------ The data ------
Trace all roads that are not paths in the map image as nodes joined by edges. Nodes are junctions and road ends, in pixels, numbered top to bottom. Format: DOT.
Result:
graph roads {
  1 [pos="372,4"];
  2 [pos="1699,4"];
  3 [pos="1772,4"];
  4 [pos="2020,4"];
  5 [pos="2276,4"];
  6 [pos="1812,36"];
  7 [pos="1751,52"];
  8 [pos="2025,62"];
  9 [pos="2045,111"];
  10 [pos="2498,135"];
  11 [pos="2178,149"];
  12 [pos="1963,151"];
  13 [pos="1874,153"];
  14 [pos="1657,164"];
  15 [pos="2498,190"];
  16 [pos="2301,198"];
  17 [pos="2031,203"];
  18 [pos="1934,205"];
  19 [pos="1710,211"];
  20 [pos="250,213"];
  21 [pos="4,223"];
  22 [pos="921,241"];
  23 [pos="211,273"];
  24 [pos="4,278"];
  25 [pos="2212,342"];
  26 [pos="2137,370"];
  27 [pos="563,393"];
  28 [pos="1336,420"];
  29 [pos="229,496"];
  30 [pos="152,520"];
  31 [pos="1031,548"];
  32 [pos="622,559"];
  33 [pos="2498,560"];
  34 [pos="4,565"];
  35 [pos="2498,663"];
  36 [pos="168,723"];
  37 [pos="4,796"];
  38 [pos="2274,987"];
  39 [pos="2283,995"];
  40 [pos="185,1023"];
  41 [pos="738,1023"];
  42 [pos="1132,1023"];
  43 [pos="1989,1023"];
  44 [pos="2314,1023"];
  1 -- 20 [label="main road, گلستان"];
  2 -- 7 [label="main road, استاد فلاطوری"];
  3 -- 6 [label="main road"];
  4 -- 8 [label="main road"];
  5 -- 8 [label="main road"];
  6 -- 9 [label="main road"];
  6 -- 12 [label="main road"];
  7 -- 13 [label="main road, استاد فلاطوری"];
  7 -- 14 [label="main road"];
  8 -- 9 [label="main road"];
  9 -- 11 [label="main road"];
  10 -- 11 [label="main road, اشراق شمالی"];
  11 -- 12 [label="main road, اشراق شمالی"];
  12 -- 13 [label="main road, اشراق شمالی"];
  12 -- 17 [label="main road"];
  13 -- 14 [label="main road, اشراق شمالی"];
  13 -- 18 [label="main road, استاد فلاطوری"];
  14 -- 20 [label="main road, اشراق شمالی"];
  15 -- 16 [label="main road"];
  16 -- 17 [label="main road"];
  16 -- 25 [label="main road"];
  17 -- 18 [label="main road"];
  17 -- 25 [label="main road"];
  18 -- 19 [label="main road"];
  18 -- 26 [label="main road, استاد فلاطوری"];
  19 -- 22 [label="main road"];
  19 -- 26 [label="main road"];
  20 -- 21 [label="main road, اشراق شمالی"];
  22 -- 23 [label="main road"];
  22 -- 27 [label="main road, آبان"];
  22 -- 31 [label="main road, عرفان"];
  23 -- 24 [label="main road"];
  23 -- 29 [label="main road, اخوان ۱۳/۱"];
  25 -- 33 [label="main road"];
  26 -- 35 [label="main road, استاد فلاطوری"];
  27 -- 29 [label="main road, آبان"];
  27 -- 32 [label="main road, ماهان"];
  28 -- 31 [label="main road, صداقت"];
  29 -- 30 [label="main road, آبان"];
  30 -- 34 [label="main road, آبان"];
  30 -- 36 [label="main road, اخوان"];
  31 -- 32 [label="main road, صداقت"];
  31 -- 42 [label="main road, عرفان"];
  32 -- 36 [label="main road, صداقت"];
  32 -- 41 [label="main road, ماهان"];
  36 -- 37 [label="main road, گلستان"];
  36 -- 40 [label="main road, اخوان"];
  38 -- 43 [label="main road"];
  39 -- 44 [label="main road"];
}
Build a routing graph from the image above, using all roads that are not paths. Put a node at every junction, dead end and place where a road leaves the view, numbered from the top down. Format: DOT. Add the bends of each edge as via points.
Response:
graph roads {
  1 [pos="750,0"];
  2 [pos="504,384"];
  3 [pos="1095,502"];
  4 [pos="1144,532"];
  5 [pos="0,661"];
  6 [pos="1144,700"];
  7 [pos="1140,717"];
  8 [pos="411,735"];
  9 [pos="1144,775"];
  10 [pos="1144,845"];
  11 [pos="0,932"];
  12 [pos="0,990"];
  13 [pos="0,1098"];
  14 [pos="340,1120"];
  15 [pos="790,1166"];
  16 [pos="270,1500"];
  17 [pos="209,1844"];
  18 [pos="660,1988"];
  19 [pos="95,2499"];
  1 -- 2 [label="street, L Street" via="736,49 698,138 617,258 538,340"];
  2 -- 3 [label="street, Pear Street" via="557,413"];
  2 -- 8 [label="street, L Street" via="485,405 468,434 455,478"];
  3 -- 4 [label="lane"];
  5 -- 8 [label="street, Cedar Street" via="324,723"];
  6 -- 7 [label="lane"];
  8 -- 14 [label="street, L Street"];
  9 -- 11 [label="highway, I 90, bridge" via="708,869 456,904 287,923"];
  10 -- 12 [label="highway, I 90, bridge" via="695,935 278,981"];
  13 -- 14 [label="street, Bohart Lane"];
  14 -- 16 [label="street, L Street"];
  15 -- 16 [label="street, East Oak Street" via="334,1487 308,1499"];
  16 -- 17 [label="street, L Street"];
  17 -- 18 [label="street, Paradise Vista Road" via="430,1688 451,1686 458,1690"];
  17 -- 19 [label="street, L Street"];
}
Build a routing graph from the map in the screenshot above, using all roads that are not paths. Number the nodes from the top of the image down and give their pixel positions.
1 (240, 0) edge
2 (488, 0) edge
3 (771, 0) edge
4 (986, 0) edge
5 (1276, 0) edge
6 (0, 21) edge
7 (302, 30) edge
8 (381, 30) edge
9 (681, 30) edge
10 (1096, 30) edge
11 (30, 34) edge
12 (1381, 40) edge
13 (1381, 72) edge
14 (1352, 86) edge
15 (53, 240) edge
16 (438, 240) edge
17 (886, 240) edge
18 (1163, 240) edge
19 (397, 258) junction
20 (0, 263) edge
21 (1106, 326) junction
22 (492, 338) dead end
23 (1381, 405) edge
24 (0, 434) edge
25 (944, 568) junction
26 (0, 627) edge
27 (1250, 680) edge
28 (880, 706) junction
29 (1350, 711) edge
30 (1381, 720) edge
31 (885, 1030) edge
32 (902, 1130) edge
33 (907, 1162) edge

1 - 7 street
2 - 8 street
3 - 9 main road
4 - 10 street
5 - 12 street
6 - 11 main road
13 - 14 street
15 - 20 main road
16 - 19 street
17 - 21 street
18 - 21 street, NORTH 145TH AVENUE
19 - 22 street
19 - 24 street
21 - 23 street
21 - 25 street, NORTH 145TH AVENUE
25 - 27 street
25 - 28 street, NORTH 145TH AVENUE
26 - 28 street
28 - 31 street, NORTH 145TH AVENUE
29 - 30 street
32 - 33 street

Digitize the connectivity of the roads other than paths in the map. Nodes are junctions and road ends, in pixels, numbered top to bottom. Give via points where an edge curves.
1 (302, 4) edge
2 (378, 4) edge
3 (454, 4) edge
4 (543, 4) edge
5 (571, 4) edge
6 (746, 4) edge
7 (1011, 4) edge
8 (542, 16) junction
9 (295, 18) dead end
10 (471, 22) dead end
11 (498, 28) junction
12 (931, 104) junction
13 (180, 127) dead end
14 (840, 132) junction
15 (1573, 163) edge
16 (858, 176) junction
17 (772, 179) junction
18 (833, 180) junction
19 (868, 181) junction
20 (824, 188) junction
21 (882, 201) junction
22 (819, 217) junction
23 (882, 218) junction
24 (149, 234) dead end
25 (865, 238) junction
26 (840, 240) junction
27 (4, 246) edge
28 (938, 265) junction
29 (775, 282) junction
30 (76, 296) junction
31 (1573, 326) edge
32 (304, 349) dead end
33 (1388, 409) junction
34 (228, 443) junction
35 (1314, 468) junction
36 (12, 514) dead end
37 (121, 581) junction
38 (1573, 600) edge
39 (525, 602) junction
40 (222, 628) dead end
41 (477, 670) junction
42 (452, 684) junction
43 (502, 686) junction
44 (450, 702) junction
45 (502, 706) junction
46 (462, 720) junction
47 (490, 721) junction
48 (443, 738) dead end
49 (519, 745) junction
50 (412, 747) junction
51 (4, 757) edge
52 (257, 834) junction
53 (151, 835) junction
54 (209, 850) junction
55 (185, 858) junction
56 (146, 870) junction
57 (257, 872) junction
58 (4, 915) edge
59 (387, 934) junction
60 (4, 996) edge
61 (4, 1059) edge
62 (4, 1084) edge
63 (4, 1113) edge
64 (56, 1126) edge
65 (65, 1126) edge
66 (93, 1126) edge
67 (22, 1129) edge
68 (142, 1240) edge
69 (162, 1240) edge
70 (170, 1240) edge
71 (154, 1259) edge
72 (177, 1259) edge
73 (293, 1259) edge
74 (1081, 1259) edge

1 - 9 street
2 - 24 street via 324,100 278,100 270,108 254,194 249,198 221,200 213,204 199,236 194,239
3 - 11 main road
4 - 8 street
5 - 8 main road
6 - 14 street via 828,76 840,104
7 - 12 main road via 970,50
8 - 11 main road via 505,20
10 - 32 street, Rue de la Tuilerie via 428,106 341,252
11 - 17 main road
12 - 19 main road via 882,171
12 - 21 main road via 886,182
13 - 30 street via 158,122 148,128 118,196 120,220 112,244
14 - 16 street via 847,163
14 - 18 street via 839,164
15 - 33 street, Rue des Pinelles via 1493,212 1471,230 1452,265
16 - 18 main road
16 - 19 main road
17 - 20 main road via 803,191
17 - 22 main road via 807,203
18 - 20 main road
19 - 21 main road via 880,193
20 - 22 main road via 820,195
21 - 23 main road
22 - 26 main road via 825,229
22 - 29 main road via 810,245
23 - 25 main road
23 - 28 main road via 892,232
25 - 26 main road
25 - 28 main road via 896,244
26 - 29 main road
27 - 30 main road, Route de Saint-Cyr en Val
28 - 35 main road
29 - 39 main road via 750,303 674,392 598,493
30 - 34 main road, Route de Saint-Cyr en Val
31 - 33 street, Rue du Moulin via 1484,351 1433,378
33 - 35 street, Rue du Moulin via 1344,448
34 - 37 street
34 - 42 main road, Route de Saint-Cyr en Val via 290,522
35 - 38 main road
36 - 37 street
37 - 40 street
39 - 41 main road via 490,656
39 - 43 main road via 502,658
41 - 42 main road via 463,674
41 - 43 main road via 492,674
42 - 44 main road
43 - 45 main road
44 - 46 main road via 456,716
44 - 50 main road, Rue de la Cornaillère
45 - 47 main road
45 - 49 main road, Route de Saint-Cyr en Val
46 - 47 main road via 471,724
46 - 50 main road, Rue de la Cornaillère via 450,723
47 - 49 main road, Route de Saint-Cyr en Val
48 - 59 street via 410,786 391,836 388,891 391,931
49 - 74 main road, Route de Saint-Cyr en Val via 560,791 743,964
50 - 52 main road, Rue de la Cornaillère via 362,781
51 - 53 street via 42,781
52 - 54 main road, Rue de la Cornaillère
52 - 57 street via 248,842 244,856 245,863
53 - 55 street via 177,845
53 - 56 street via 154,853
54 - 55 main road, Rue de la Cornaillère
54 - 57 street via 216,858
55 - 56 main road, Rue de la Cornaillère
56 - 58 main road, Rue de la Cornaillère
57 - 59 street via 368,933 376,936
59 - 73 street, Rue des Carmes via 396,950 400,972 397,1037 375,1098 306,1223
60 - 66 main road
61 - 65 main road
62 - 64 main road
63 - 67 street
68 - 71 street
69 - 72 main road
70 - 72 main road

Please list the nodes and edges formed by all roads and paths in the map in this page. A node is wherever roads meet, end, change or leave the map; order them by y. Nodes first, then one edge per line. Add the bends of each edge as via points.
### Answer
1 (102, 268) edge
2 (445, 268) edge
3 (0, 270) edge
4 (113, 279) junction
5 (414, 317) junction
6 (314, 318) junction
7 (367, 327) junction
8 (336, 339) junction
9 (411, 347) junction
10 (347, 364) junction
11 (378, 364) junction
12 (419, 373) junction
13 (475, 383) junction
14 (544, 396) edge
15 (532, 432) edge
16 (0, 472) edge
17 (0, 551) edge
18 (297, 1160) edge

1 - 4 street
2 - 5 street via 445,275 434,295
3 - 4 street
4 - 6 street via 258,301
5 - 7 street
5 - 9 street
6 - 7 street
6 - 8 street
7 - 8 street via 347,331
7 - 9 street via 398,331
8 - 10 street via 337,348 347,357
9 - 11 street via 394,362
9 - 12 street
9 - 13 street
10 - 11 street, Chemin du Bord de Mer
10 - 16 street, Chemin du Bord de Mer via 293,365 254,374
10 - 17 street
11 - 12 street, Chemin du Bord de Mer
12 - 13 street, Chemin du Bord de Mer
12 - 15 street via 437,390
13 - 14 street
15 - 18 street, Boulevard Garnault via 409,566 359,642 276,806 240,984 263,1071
------
• _What the task requires_
Every line above holding the string "edges" should be listed.

• _Output for this exercise_
Trace all roads that are not paths in the map image as nodes joined by edges. Nodes are junctions and road ends, in pixels, numbered top to bottom. Format: DOT.
Please list the nodes and edges formed by all roads and paths in the map in this page. A node is wherever roads meet, end, change or leave the map; order them by y. Nodes first, then one edge per line. Add the bends of each edge as via points.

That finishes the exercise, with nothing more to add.